Extracted records –

##############################

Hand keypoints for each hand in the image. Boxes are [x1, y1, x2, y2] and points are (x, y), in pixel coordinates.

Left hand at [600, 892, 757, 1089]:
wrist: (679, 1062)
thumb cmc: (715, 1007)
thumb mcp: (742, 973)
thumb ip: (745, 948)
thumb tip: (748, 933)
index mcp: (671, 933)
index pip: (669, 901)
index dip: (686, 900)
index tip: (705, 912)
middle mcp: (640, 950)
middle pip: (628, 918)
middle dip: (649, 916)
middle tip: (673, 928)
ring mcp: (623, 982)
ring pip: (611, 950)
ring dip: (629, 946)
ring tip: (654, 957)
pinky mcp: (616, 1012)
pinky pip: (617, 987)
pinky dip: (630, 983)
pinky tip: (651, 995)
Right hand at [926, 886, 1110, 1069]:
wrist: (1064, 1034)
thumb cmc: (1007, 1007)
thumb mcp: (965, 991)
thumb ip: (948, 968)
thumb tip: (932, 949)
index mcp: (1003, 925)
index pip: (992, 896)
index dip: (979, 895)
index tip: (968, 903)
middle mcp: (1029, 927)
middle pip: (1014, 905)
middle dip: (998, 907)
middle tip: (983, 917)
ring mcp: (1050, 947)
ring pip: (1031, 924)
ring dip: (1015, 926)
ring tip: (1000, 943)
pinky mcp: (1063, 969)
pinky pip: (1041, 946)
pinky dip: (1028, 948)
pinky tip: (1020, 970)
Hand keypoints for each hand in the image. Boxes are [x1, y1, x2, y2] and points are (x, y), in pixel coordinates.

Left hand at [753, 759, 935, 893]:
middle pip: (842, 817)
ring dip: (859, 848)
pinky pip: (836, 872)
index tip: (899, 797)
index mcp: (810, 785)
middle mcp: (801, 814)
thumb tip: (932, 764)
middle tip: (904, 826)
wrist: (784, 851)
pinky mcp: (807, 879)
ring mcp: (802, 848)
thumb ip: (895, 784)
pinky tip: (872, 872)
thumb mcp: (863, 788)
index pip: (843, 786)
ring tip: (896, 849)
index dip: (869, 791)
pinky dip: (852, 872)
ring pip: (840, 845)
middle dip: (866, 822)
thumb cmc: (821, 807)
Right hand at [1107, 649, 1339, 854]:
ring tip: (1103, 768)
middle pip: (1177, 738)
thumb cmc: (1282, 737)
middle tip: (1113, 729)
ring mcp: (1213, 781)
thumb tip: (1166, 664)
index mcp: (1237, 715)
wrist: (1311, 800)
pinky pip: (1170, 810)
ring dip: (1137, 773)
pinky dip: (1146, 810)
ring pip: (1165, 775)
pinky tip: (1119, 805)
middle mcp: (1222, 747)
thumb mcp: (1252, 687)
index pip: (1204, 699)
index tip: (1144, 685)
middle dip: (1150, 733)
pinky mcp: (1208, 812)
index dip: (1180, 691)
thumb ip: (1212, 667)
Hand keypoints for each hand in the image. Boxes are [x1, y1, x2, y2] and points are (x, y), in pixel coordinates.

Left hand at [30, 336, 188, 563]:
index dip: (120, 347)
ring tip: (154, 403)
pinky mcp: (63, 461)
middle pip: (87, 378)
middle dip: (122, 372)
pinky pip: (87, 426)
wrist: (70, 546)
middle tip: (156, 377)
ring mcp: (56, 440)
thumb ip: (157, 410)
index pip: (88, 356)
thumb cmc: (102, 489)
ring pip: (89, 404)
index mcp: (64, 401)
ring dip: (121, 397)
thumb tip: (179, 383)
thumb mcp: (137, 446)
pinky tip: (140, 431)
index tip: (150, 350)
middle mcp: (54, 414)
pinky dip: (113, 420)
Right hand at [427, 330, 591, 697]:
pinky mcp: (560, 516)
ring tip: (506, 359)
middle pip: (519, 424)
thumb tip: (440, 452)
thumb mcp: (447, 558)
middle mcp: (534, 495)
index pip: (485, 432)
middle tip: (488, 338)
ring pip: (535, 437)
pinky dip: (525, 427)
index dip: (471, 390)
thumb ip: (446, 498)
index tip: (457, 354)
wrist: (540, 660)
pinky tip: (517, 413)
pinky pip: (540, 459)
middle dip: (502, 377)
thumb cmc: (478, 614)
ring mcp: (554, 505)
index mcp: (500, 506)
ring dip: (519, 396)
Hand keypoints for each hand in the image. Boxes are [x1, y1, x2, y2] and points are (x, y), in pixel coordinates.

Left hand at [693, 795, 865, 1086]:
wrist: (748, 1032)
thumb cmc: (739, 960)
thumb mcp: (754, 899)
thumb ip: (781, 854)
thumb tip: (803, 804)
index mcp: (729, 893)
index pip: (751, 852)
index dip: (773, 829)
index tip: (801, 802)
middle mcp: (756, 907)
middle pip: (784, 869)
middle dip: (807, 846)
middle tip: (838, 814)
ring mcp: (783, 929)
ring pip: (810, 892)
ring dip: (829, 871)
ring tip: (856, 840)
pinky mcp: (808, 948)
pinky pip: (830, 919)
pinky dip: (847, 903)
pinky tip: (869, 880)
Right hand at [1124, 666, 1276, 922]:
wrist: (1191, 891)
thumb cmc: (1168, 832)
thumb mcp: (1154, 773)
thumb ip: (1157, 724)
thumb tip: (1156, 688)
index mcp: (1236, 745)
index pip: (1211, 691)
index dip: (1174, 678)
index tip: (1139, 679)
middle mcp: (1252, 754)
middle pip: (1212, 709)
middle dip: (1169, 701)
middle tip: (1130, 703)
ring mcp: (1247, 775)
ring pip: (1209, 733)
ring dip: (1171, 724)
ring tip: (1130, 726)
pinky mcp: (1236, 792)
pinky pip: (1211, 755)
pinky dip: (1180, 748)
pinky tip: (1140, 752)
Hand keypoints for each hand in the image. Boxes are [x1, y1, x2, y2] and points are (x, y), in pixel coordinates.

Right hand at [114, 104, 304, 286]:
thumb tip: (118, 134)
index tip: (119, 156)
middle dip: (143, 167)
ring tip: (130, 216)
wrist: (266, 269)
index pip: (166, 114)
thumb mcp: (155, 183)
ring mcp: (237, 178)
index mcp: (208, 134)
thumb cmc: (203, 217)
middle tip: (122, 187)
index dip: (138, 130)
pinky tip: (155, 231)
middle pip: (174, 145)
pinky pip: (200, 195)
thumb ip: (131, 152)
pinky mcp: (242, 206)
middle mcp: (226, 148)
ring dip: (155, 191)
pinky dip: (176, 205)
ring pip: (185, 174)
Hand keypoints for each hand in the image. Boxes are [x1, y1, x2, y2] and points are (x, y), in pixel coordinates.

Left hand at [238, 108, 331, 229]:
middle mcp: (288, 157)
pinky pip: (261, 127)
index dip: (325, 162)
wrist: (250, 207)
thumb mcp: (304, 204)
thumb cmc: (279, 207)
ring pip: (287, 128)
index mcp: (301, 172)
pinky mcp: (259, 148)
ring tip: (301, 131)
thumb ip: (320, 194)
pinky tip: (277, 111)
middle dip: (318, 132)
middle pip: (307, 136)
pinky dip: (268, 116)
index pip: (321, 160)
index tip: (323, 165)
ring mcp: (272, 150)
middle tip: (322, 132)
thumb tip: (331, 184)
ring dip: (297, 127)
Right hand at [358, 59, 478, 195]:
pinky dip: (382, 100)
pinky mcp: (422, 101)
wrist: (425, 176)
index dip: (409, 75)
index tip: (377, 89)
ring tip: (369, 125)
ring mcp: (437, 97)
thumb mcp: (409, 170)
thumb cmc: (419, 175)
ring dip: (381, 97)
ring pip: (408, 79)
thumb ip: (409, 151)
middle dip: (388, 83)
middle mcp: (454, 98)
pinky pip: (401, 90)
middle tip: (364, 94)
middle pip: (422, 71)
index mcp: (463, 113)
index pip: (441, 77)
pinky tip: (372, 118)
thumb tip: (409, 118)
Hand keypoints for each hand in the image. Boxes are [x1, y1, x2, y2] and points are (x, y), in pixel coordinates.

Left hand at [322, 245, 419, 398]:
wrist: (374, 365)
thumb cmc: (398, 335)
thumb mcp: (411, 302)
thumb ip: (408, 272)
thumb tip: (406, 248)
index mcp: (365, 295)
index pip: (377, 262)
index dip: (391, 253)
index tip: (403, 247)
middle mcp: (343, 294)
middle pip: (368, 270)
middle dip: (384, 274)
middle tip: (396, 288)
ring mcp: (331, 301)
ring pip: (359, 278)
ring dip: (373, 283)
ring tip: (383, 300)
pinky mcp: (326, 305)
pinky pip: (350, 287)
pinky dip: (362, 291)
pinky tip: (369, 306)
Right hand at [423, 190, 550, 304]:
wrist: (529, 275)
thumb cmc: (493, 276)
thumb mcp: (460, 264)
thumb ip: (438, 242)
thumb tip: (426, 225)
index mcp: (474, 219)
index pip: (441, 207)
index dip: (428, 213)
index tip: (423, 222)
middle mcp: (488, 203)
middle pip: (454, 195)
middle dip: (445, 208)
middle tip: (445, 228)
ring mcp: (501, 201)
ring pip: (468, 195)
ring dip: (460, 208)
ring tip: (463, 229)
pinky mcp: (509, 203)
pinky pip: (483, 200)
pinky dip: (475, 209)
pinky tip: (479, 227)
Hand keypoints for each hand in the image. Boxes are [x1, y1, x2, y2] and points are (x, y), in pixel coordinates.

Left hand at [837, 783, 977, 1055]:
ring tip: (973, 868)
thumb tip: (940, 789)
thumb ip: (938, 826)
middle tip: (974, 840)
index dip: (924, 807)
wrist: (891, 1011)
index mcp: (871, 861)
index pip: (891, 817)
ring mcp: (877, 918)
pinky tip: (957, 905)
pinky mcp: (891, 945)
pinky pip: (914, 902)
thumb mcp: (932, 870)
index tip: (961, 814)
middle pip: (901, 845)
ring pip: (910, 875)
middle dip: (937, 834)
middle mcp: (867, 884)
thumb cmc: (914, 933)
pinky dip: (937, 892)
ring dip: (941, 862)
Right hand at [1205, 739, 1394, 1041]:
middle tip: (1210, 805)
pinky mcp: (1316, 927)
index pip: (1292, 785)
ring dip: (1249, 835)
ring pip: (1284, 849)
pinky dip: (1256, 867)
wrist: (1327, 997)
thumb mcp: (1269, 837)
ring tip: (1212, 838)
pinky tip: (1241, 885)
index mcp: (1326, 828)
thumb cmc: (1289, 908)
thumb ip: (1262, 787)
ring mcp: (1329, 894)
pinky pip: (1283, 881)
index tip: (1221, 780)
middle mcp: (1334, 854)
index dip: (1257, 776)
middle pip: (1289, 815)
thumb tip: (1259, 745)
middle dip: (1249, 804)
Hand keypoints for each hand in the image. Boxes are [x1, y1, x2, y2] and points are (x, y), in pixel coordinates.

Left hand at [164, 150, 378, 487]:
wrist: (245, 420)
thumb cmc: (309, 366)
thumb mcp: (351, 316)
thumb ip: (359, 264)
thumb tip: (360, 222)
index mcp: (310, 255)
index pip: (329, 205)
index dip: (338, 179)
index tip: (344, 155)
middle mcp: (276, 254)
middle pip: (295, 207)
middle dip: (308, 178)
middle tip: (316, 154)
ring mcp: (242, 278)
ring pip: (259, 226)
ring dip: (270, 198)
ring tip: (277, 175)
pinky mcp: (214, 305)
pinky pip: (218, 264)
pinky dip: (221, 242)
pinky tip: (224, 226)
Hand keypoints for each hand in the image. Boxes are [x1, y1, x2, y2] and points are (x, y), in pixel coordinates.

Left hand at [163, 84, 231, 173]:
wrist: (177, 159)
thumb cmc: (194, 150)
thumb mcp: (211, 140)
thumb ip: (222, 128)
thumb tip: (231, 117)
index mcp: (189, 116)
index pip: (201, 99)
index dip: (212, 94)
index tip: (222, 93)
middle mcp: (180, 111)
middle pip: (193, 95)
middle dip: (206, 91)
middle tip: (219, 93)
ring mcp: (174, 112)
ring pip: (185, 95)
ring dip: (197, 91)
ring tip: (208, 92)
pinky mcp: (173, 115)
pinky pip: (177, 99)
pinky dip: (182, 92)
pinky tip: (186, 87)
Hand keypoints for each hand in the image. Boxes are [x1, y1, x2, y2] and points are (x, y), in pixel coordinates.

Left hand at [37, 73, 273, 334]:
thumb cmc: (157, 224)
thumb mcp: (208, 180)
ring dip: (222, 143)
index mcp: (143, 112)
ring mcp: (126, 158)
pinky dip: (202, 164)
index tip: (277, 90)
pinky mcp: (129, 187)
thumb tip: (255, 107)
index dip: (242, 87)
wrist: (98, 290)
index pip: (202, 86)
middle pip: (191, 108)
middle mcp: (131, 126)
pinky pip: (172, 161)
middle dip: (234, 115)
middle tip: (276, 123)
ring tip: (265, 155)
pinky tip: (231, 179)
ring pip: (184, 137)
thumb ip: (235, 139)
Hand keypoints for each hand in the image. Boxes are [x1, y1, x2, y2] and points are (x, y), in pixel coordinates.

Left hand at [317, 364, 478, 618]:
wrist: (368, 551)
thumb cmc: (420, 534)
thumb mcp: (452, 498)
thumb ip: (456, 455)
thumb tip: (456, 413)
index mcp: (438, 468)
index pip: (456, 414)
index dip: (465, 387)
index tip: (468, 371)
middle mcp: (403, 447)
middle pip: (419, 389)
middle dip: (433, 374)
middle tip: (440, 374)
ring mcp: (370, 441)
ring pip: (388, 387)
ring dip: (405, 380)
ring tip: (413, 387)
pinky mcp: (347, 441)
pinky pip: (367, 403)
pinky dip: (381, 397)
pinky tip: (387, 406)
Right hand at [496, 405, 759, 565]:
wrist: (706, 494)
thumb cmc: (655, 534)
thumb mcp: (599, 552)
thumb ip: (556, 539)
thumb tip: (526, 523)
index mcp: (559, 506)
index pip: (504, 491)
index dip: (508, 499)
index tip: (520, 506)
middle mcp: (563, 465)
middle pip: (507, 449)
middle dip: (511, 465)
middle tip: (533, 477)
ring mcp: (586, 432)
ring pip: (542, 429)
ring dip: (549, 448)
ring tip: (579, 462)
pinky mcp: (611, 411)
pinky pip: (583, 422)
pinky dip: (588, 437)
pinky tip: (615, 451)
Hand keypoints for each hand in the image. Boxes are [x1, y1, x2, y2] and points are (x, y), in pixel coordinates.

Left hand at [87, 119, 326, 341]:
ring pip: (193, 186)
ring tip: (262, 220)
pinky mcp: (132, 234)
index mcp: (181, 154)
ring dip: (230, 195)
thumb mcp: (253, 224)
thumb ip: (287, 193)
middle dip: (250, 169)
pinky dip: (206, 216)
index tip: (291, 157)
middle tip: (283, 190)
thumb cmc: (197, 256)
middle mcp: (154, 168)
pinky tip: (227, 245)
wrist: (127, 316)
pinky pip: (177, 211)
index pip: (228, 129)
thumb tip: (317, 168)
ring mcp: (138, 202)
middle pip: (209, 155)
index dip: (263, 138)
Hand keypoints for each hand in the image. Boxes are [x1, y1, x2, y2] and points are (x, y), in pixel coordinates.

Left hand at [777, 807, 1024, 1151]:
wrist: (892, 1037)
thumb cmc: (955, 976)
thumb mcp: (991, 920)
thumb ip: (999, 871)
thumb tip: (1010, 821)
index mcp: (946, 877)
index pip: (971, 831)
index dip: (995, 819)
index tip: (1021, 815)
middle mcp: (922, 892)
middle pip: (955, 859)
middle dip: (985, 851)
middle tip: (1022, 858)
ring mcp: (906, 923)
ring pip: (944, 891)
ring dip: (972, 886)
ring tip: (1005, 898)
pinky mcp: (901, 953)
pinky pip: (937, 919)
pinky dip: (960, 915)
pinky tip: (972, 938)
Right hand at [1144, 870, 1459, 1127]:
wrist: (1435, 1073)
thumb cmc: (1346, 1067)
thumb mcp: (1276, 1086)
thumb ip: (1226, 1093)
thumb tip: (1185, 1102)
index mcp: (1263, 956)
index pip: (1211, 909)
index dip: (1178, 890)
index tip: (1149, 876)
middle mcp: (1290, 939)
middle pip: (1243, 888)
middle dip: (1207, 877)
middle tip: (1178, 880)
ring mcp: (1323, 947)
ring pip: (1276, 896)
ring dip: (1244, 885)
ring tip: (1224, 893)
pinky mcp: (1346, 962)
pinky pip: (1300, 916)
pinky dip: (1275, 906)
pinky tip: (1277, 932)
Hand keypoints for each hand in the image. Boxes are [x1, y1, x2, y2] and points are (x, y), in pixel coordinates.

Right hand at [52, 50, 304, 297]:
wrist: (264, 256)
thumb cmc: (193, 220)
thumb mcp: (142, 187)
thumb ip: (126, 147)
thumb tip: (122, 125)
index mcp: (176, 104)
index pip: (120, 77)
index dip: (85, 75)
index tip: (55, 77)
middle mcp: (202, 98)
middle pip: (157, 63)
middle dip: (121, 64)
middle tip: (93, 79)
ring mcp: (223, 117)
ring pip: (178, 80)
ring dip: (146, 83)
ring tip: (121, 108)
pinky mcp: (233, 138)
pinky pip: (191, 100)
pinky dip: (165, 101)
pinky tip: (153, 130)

##############################

Instructions for the task – Extract every line from the records above that contains the word "Right".

Answer space –
Right hand at [926, 886, 1110, 1069]:
Right hand at [1107, 649, 1339, 854]:
Right hand at [427, 330, 591, 697]:
Right hand at [1124, 666, 1276, 922]:
Right hand at [114, 104, 304, 286]:
Right hand at [358, 59, 478, 195]:
Right hand at [423, 190, 550, 304]:
Right hand at [1205, 739, 1394, 1041]:
Right hand at [496, 405, 759, 565]:
Right hand at [1144, 870, 1459, 1127]:
Right hand at [52, 50, 304, 297]:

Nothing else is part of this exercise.